▶ **Task item**
The copy you give must match the records exactly, except that it holds no images.

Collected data

================================

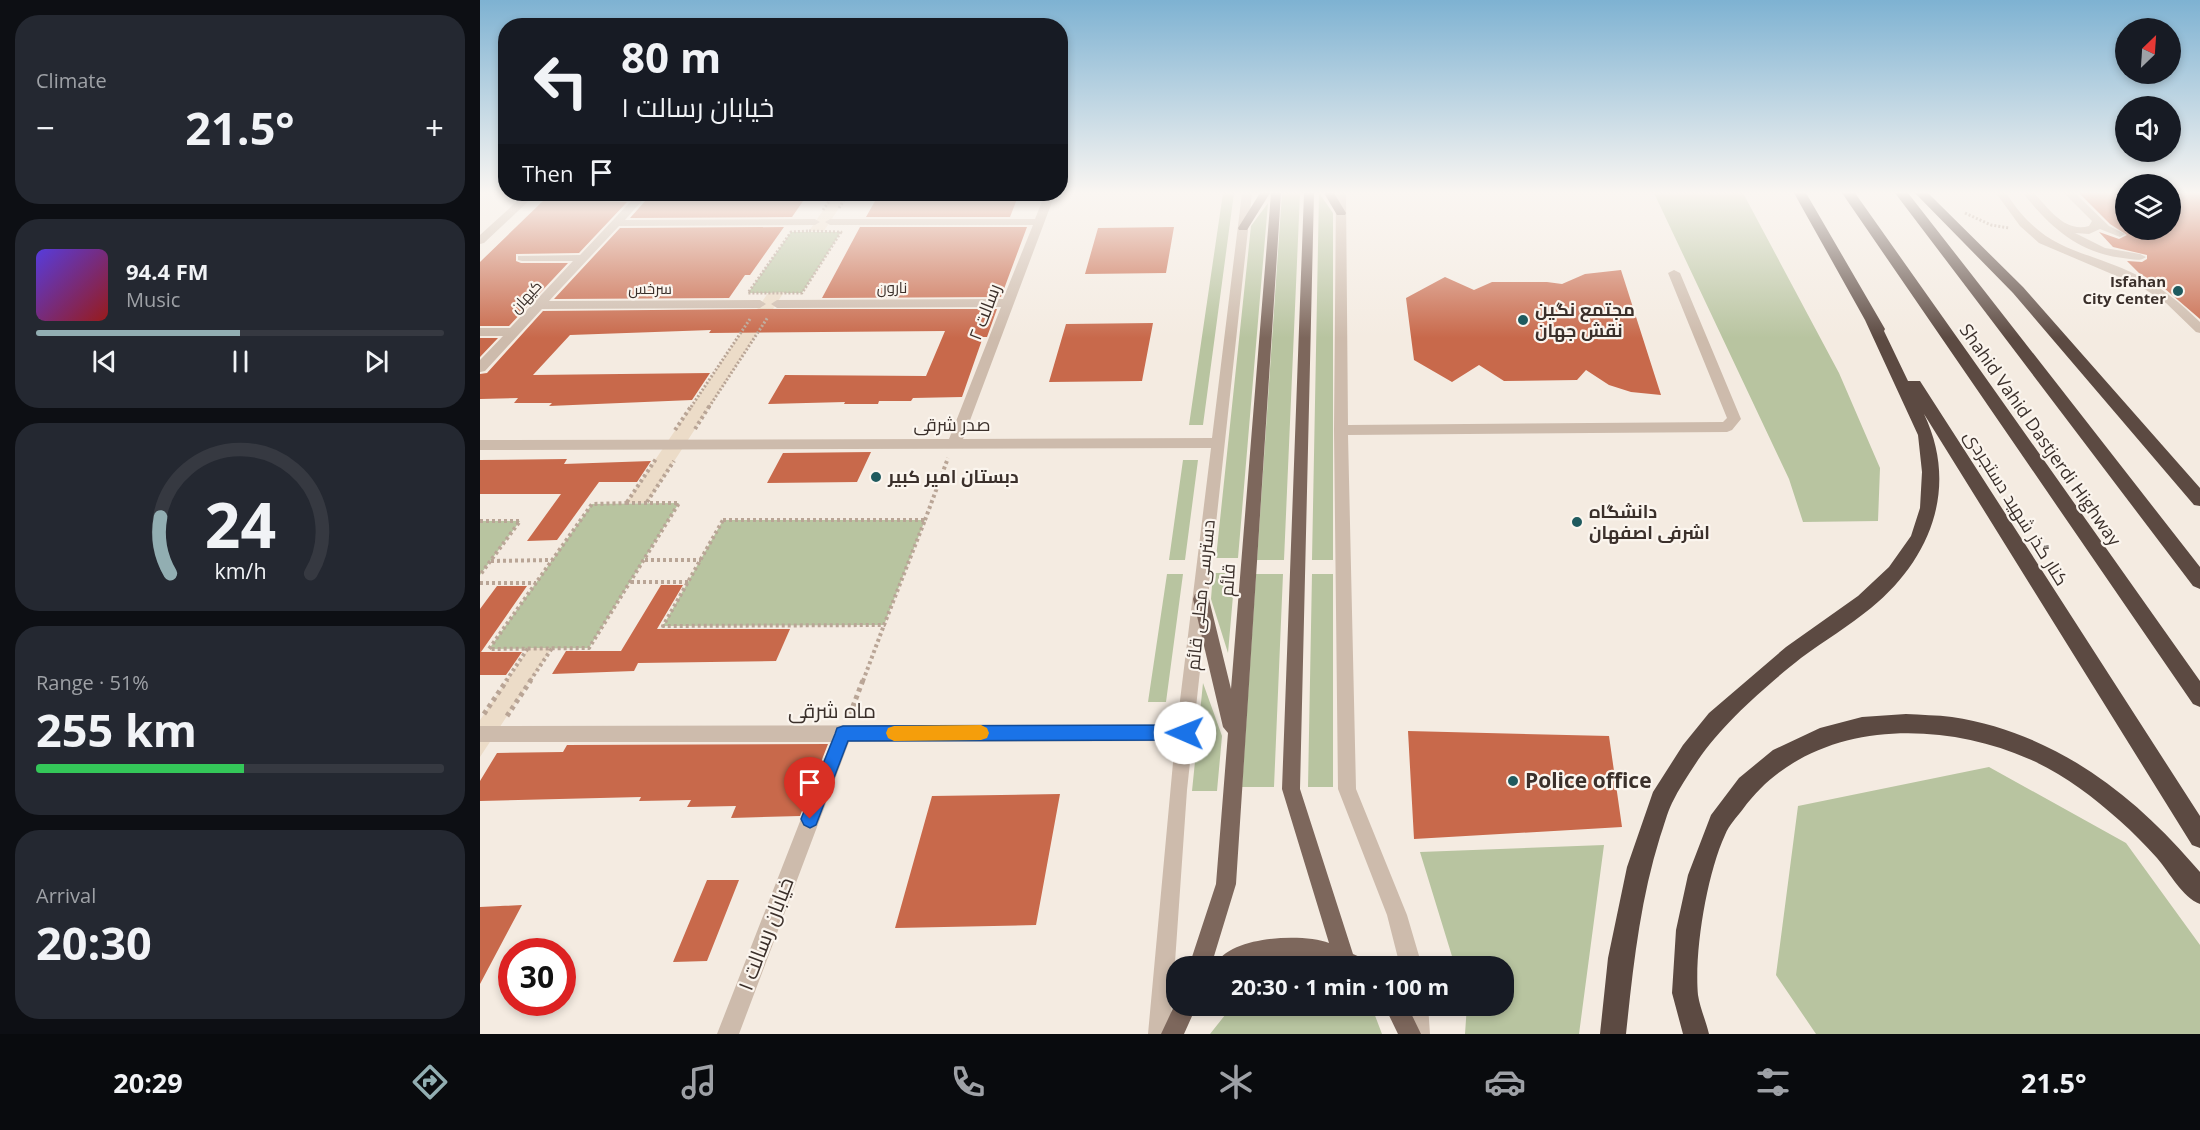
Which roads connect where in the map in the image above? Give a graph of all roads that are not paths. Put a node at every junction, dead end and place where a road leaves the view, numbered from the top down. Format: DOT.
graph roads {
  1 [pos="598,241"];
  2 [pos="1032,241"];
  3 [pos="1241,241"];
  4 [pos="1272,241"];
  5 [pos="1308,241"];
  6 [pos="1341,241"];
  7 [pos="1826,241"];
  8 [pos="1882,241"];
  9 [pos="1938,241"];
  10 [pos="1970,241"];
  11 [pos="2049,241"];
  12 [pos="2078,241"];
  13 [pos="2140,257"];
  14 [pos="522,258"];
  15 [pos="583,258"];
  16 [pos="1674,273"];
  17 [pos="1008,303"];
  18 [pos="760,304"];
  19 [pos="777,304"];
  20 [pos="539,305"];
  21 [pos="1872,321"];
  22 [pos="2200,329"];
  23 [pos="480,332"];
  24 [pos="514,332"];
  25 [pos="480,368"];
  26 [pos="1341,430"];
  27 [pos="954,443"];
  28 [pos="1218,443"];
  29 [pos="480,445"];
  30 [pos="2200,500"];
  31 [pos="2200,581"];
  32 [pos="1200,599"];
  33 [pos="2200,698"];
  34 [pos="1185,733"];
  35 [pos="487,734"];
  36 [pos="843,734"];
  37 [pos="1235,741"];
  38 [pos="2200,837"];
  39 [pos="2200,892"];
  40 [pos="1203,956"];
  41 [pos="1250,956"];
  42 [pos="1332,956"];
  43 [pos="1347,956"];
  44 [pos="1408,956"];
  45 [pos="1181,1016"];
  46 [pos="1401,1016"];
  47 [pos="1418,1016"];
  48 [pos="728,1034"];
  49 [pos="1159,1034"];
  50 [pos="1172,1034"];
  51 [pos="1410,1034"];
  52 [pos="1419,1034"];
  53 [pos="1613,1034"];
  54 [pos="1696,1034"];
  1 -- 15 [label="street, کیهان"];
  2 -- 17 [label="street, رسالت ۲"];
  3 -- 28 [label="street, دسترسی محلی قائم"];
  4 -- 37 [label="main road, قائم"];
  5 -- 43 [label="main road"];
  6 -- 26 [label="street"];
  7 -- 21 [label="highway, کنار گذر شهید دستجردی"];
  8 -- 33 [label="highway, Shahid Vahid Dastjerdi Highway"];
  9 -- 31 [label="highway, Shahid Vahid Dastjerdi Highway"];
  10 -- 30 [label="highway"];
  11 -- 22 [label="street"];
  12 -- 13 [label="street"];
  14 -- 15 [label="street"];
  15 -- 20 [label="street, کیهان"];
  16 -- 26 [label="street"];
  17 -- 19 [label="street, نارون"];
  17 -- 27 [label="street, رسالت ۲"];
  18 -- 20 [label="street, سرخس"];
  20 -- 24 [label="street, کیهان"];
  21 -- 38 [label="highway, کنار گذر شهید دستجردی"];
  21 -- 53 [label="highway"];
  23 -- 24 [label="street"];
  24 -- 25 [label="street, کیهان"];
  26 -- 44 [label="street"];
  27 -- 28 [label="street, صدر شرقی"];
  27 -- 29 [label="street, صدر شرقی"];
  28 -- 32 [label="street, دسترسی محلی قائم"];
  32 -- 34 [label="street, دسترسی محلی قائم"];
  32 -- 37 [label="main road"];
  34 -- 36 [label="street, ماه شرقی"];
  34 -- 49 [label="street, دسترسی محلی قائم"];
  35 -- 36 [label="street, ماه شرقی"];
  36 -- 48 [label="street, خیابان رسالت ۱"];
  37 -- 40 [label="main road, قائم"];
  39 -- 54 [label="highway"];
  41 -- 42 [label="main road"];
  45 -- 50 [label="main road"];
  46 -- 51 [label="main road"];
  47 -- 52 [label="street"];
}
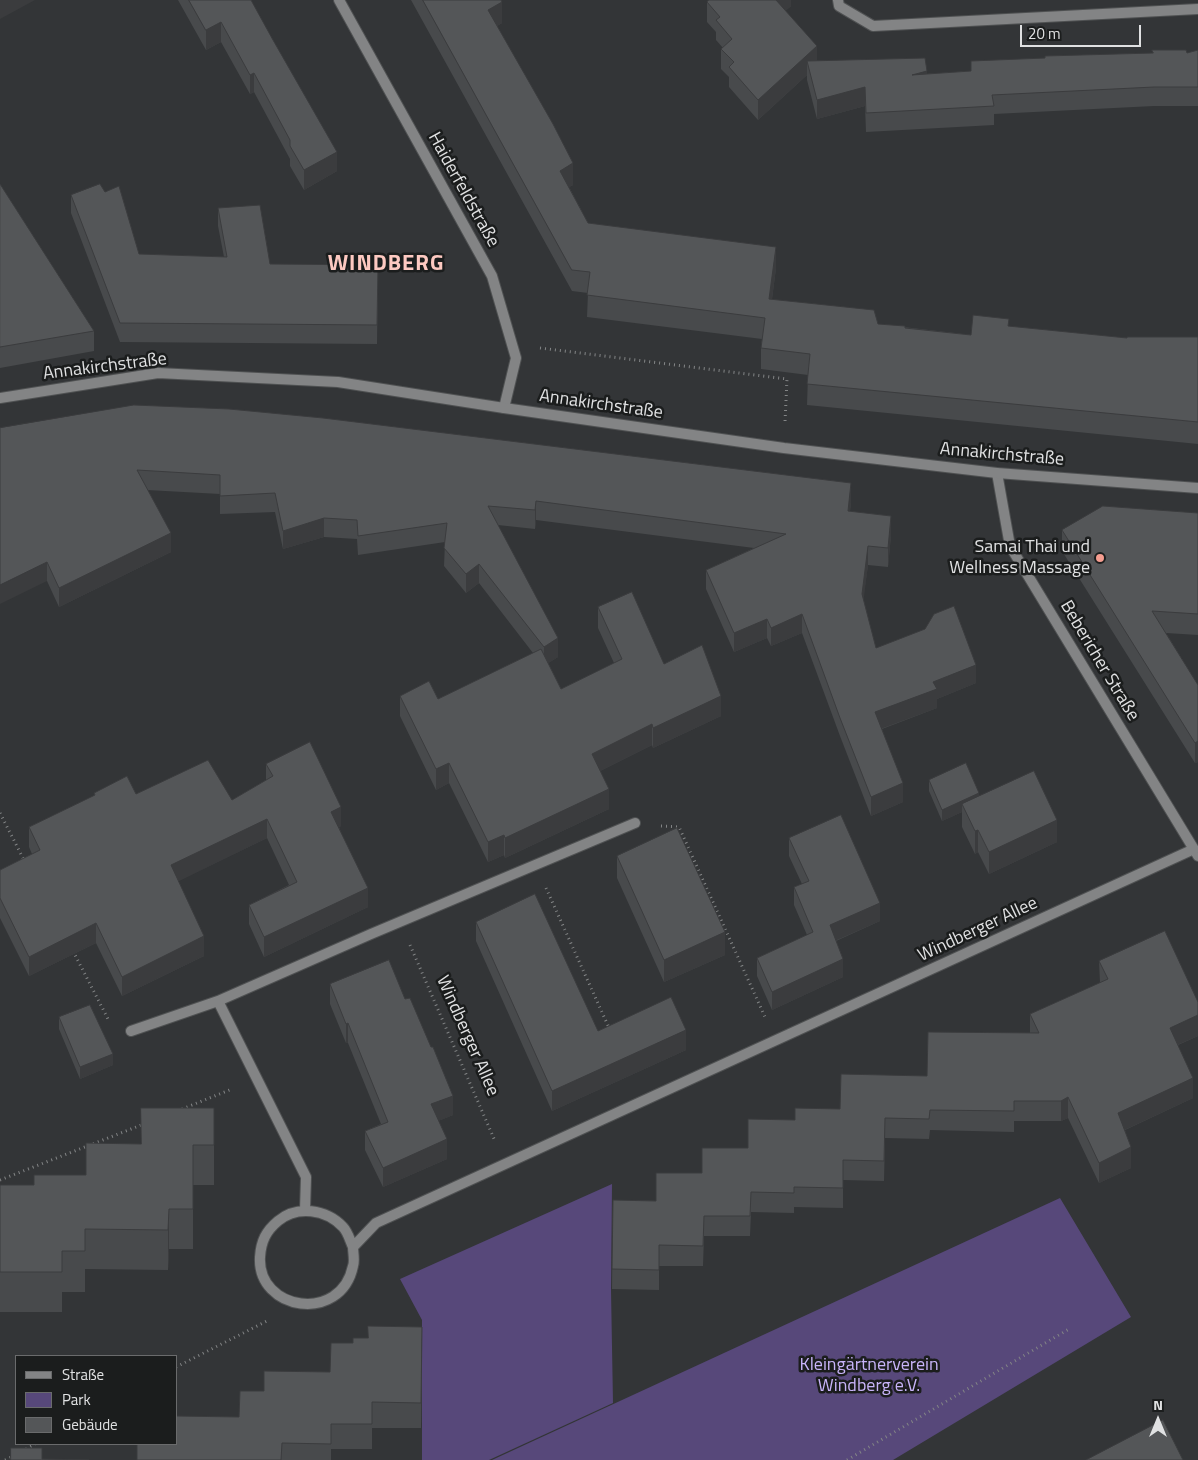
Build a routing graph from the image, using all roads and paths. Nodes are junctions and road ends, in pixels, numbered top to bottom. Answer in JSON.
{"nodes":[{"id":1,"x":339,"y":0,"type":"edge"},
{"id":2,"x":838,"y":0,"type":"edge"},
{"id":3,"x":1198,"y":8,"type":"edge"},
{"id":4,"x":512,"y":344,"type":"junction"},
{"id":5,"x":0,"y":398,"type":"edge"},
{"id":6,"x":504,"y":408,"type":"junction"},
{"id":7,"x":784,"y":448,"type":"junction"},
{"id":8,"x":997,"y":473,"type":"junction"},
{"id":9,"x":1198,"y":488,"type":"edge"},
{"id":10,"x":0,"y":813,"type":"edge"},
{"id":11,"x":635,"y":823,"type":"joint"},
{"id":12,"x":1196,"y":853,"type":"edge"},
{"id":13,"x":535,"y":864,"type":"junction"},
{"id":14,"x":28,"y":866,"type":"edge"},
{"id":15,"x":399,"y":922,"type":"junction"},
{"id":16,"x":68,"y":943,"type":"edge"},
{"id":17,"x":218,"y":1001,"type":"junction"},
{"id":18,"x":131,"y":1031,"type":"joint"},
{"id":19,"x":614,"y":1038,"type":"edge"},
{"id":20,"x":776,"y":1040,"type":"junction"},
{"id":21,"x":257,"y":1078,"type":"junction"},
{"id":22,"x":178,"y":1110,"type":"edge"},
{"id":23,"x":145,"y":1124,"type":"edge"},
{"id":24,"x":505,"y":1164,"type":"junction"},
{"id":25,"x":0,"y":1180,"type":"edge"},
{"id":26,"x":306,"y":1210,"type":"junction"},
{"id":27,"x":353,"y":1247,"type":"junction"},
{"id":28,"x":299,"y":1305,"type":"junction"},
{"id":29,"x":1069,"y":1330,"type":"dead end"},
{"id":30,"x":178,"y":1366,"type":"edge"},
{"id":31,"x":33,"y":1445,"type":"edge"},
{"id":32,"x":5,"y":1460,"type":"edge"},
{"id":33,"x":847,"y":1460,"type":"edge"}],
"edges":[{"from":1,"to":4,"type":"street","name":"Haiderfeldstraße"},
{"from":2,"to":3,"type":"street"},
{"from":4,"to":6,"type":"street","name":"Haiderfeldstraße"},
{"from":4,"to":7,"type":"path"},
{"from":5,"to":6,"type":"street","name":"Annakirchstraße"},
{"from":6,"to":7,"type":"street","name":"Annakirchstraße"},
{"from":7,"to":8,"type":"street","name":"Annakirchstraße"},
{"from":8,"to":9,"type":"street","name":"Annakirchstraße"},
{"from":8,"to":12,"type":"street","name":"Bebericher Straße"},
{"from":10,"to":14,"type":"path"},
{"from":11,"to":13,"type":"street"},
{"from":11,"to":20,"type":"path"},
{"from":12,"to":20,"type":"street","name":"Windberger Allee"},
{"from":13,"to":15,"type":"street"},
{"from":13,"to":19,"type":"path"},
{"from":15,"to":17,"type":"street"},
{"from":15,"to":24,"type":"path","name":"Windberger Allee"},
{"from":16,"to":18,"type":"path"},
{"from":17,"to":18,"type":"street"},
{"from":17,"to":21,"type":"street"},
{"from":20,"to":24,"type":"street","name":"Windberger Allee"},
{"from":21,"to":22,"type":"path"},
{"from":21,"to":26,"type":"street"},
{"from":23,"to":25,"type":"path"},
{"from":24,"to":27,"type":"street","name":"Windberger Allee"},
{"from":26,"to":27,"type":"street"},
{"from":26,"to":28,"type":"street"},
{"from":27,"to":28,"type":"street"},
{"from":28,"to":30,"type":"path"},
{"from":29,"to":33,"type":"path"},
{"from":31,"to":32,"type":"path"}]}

================================

▶ **Task answer**
Which roads connect where in the map in the image above? Give a graph of all roads that are not paths. Put a node at every junction, dead end and place where a road leaves the view, numbered from the top down. Format: DOT.
graph roads {
  1 [pos="598,241"];
  2 [pos="1032,241"];
  3 [pos="1241,241"];
  4 [pos="1272,241"];
  5 [pos="1308,241"];
  6 [pos="1341,241"];
  7 [pos="1826,241"];
  8 [pos="1882,241"];
  9 [pos="1938,241"];
  10 [pos="1970,241"];
  11 [pos="2049,241"];
  12 [pos="2078,241"];
  13 [pos="2140,257"];
  14 [pos="522,258"];
  15 [pos="583,258"];
  16 [pos="1674,273"];
  17 [pos="1008,303"];
  18 [pos="760,304"];
  19 [pos="777,304"];
  20 [pos="539,305"];
  21 [pos="1872,321"];
  22 [pos="2200,329"];
  23 [pos="480,332"];
  24 [pos="514,332"];
  25 [pos="480,368"];
  26 [pos="1341,430"];
  27 [pos="954,443"];
  28 [pos="1218,443"];
  29 [pos="480,445"];
  30 [pos="2200,500"];
  31 [pos="2200,581"];
  32 [pos="1200,599"];
  33 [pos="2200,698"];
  34 [pos="1185,733"];
  35 [pos="487,734"];
  36 [pos="843,734"];
  37 [pos="1235,741"];
  38 [pos="2200,837"];
  39 [pos="2200,892"];
  40 [pos="1203,956"];
  41 [pos="1250,956"];
  42 [pos="1332,956"];
  43 [pos="1347,956"];
  44 [pos="1408,956"];
  45 [pos="1181,1016"];
  46 [pos="1401,1016"];
  47 [pos="1418,1016"];
  48 [pos="728,1034"];
  49 [pos="1159,1034"];
  50 [pos="1172,1034"];
  51 [pos="1410,1034"];
  52 [pos="1419,1034"];
  53 [pos="1613,1034"];
  54 [pos="1696,1034"];
  1 -- 15 [label="street, کیهان"];
  2 -- 17 [label="street, رسالت ۲"];
  3 -- 28 [label="street, دسترسی محلی قائم"];
  4 -- 37 [label="main road, قائم"];
  5 -- 43 [label="main road"];
  6 -- 26 [label="street"];
  7 -- 21 [label="highway, کنار گذر شهید دستجردی"];
  8 -- 33 [label="highway, Shahid Vahid Dastjerdi Highway"];
  9 -- 31 [label="highway, Shahid Vahid Dastjerdi Highway"];
  10 -- 30 [label="highway"];
  11 -- 22 [label="street"];
  12 -- 13 [label="street"];
  14 -- 15 [label="street"];
  15 -- 20 [label="street, کیهان"];
  16 -- 26 [label="street"];
  17 -- 19 [label="street, نارون"];
  17 -- 27 [label="street, رسالت ۲"];
  18 -- 20 [label="street, سرخس"];
  20 -- 24 [label="street, کیهان"];
  21 -- 38 [label="highway, کنار گذر شهید دستجردی"];
  21 -- 53 [label="highway"];
  23 -- 24 [label="street"];
  24 -- 25 [label="street, کیهان"];
  26 -- 44 [label="street"];
  27 -- 28 [label="street, صدر شرقی"];
  27 -- 29 [label="street, صدر شرقی"];
  28 -- 32 [label="street, دسترسی محلی قائم"];
  32 -- 34 [label="street, دسترسی محلی قائم"];
  32 -- 37 [label="main road"];
  34 -- 36 [label="street, ماه شرقی"];
  34 -- 49 [label="street, دسترسی محلی قائم"];
  35 -- 36 [label="street, ماه شرقی"];
  36 -- 48 [label="street, خیابان رسالت ۱"];
  37 -- 40 [label="main road, قائم"];
  39 -- 54 [label="highway"];
  41 -- 42 [label="main road"];
  45 -- 50 [label="main road"];
  46 -- 51 [label="main road"];
  47 -- 52 [label="street"];
}
Build a routing graph from the image, using all roads and paths. Nodes are junctions and road ends, in pixels, numbered top to bottom. Answer in JSON.
{"nodes":[{"id":1,"x":339,"y":0,"type":"edge"},
{"id":2,"x":838,"y":0,"type":"edge"},
{"id":3,"x":1198,"y":8,"type":"edge"},
{"id":4,"x":512,"y":344,"type":"junction"},
{"id":5,"x":0,"y":398,"type":"edge"},
{"id":6,"x":504,"y":408,"type":"junction"},
{"id":7,"x":784,"y":448,"type":"junction"},
{"id":8,"x":997,"y":473,"type":"junction"},
{"id":9,"x":1198,"y":488,"type":"edge"},
{"id":10,"x":0,"y":813,"type":"edge"},
{"id":11,"x":635,"y":823,"type":"joint"},
{"id":12,"x":1196,"y":853,"type":"edge"},
{"id":13,"x":535,"y":864,"type":"junction"},
{"id":14,"x":28,"y":866,"type":"edge"},
{"id":15,"x":399,"y":922,"type":"junction"},
{"id":16,"x":68,"y":943,"type":"edge"},
{"id":17,"x":218,"y":1001,"type":"junction"},
{"id":18,"x":131,"y":1031,"type":"joint"},
{"id":19,"x":614,"y":1038,"type":"edge"},
{"id":20,"x":776,"y":1040,"type":"junction"},
{"id":21,"x":257,"y":1078,"type":"junction"},
{"id":22,"x":178,"y":1110,"type":"edge"},
{"id":23,"x":145,"y":1124,"type":"edge"},
{"id":24,"x":505,"y":1164,"type":"junction"},
{"id":25,"x":0,"y":1180,"type":"edge"},
{"id":26,"x":306,"y":1210,"type":"junction"},
{"id":27,"x":353,"y":1247,"type":"junction"},
{"id":28,"x":299,"y":1305,"type":"junction"},
{"id":29,"x":1069,"y":1330,"type":"dead end"},
{"id":30,"x":178,"y":1366,"type":"edge"},
{"id":31,"x":33,"y":1445,"type":"edge"},
{"id":32,"x":5,"y":1460,"type":"edge"},
{"id":33,"x":847,"y":1460,"type":"edge"}],
"edges":[{"from":1,"to":4,"type":"street","name":"Haiderfeldstraße"},
{"from":2,"to":3,"type":"street"},
{"from":4,"to":6,"type":"street","name":"Haiderfeldstraße"},
{"from":4,"to":7,"type":"path"},
{"from":5,"to":6,"type":"street","name":"Annakirchstraße"},
{"from":6,"to":7,"type":"street","name":"Annakirchstraße"},
{"from":7,"to":8,"type":"street","name":"Annakirchstraße"},
{"from":8,"to":9,"type":"street","name":"Annakirchstraße"},
{"from":8,"to":12,"type":"street","name":"Bebericher Straße"},
{"from":10,"to":14,"type":"path"},
{"from":11,"to":13,"type":"street"},
{"from":11,"to":20,"type":"path"},
{"from":12,"to":20,"type":"street","name":"Windberger Allee"},
{"from":13,"to":15,"type":"street"},
{"from":13,"to":19,"type":"path"},
{"from":15,"to":17,"type":"street"},
{"from":15,"to":24,"type":"path","name":"Windberger Allee"},
{"from":16,"to":18,"type":"path"},
{"from":17,"to":18,"type":"street"},
{"from":17,"to":21,"type":"street"},
{"from":20,"to":24,"type":"street","name":"Windberger Allee"},
{"from":21,"to":22,"type":"path"},
{"from":21,"to":26,"type":"street"},
{"from":23,"to":25,"type":"path"},
{"from":24,"to":27,"type":"street","name":"Windberger Allee"},
{"from":26,"to":27,"type":"street"},
{"from":26,"to":28,"type":"street"},
{"from":27,"to":28,"type":"street"},
{"from":28,"to":30,"type":"path"},
{"from":29,"to":33,"type":"path"},
{"from":31,"to":32,"type":"path"}]}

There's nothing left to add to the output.